I've developed a Docker based application comprised of multiple microservices. It has to consume Amazon SQS messages and processes them. At first I wanted to use AWS Elastic Beanstalk, but then I fell over the EC2 Container Service. Now I don't know which one to choose.
As of now, Elastic Beanstalk supports Multi-Container-Environments. That's great because every microservice has its own application server inside a docker container. The next problem is scaling:
I don't know how the scaling mechanism works. For example: I have 5 docker containers in my Elastic Beanstalk Environment. Now only the fifth docker container is under heavy load, because it has a huge amount of SQS messages to process, the other four are nearly idle, because they don't need much CPU or maybe don't have a lot of SQS messages. Let's assume the 5th container runs a JBoss application server. As far as i know, the server only can consume a limited amount of parallel requests even if there is enough CPU/memory available.

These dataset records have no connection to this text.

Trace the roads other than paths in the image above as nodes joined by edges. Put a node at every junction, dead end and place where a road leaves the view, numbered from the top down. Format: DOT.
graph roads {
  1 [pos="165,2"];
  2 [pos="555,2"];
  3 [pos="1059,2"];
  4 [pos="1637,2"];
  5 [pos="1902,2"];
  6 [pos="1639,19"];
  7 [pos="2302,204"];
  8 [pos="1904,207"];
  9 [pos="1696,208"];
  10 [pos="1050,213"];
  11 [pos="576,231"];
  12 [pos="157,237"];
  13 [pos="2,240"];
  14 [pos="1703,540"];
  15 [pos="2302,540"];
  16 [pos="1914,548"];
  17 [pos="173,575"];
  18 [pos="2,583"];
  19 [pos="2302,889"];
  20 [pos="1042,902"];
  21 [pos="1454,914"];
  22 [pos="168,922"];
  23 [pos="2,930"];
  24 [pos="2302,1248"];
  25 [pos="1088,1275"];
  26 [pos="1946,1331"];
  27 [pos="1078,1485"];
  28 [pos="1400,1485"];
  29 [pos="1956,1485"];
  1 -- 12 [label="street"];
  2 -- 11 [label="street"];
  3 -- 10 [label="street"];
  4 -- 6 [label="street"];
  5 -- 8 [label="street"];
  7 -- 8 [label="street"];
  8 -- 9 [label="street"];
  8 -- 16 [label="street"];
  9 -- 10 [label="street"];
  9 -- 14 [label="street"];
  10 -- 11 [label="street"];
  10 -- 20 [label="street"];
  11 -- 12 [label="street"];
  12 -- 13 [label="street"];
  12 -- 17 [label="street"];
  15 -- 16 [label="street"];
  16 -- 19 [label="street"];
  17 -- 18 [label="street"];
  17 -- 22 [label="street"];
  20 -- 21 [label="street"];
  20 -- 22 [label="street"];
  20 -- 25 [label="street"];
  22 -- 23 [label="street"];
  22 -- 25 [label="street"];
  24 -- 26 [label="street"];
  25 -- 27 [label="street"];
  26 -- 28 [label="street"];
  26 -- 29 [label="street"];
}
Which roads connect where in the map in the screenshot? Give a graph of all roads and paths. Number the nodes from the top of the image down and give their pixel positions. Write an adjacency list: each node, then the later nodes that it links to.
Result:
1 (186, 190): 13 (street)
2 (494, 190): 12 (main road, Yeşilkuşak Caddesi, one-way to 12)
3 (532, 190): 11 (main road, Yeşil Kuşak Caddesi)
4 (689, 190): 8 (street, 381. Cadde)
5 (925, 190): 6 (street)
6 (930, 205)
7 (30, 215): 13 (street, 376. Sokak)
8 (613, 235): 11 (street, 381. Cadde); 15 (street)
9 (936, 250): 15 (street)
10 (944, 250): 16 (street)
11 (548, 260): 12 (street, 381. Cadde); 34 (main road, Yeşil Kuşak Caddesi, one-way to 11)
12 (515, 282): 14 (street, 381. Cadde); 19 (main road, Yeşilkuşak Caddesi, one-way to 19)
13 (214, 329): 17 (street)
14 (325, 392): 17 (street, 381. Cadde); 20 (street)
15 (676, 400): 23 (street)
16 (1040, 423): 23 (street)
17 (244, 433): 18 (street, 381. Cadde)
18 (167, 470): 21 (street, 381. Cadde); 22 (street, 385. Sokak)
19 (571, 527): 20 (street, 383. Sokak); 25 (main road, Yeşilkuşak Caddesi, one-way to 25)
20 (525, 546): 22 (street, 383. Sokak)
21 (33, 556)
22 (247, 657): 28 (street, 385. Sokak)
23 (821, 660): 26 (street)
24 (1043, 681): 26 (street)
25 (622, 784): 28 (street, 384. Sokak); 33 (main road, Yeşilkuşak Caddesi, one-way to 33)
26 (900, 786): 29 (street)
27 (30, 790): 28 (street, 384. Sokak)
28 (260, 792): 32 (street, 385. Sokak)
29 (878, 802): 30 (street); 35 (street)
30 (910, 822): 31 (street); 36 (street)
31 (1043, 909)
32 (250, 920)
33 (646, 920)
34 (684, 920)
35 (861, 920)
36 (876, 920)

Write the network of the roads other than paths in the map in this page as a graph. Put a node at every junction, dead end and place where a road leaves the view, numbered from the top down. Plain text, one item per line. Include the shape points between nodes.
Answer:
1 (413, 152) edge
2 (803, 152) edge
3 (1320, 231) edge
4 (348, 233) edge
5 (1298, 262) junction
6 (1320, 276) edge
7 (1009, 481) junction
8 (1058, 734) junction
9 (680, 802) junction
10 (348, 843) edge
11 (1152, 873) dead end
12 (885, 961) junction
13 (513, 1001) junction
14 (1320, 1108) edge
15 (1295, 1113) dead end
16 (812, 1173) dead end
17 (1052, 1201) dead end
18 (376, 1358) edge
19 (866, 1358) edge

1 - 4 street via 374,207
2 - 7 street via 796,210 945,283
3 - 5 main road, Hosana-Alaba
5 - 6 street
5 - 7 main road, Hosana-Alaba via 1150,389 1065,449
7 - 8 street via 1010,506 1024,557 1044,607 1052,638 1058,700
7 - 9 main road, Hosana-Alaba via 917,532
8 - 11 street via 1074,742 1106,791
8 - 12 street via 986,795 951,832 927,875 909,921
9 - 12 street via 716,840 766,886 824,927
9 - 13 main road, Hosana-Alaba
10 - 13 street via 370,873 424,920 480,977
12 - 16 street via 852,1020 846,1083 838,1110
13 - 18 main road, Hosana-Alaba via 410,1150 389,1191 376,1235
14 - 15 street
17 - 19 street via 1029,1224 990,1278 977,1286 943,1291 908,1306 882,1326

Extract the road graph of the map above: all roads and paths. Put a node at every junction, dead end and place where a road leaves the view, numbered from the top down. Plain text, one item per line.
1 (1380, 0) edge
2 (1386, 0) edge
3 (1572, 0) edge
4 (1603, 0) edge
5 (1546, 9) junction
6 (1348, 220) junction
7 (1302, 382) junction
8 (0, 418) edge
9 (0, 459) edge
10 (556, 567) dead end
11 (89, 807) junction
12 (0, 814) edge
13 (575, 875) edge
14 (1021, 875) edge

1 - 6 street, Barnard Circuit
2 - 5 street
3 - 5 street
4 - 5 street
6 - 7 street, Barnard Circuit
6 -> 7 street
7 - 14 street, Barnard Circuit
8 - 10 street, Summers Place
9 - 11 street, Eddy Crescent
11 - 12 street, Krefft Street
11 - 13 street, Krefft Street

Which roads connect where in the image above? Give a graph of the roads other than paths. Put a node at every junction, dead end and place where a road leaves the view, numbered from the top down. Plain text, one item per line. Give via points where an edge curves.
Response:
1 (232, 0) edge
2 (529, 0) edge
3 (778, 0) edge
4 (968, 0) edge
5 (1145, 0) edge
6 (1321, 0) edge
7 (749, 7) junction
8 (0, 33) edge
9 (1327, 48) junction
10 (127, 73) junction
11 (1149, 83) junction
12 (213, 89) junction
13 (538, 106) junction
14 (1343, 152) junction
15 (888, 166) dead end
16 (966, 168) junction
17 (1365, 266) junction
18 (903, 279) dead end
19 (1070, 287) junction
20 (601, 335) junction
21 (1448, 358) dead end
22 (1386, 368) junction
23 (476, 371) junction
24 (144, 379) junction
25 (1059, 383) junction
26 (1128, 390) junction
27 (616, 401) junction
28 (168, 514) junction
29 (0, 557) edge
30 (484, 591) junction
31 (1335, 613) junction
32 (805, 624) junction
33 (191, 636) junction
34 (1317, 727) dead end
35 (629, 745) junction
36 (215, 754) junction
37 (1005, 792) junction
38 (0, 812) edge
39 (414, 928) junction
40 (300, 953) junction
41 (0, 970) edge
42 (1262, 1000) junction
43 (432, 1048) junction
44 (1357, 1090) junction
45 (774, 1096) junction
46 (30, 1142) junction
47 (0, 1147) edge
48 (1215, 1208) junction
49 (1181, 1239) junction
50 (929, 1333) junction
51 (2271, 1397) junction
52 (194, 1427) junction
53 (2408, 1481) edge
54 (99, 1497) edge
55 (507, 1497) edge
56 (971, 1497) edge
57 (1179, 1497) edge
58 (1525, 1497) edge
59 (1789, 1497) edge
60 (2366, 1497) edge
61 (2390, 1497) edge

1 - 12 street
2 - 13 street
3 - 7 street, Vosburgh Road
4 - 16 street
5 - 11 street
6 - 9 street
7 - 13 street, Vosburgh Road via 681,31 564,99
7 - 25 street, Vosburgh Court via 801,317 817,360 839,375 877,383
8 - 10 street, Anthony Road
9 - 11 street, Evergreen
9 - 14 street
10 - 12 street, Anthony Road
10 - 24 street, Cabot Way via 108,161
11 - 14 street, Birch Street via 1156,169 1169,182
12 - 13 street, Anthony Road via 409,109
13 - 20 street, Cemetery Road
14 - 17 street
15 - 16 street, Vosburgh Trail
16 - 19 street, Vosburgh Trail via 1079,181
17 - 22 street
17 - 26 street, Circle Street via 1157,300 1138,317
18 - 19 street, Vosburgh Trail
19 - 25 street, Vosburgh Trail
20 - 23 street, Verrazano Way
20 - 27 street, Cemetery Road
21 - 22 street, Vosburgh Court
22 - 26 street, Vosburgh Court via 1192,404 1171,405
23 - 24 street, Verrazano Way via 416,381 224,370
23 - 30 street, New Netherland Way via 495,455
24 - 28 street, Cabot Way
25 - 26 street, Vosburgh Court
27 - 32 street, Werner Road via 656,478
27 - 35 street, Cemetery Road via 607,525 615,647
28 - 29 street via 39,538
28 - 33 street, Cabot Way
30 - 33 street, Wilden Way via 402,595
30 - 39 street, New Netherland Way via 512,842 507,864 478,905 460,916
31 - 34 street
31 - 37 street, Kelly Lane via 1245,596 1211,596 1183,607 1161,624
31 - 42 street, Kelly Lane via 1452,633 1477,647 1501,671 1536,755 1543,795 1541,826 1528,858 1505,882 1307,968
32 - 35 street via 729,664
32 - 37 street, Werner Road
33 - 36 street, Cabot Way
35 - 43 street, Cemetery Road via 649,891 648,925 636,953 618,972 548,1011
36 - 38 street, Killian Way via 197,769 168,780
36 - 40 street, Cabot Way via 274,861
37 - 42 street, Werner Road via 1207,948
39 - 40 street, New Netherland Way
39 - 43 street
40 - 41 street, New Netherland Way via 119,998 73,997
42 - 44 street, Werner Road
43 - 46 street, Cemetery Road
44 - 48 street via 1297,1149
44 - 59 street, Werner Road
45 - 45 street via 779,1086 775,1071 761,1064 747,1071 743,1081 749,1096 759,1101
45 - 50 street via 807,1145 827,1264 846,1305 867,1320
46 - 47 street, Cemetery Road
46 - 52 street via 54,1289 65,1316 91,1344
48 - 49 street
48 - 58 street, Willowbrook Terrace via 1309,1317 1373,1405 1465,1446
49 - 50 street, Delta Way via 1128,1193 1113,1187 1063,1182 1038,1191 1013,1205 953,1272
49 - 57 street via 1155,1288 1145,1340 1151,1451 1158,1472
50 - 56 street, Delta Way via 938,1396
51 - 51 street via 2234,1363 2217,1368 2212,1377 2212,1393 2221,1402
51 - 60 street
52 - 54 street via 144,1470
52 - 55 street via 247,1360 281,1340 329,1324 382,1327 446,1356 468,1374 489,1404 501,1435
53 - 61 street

If the JBoss Docker container isn't able to handle the amount of requests, but there is enough CPU/memory available, of course I want to automatically start a second Docker/JBoss container on the same instance. But what happens, if I don't have enough CPU/memory? Of course I want to spin on a second instance, which is configurable through a auto-scaling group in EB. Now a second instance spins up, but every container except of the 5th is nearly idle, of course I don't want them to spawn 4 unnecessary at the second instance too, which would be a waste of resources. Only the 5th should spawn and the others should scale like the 5th scale based on configurable parameters like e.g.: CPU/memory/SQS.
I don't exactly know if Amazon ECS is doing that, or if it's possible at all, but I really can't find any source on the internet about this topic, which is in general said, scaling based on instances/containers.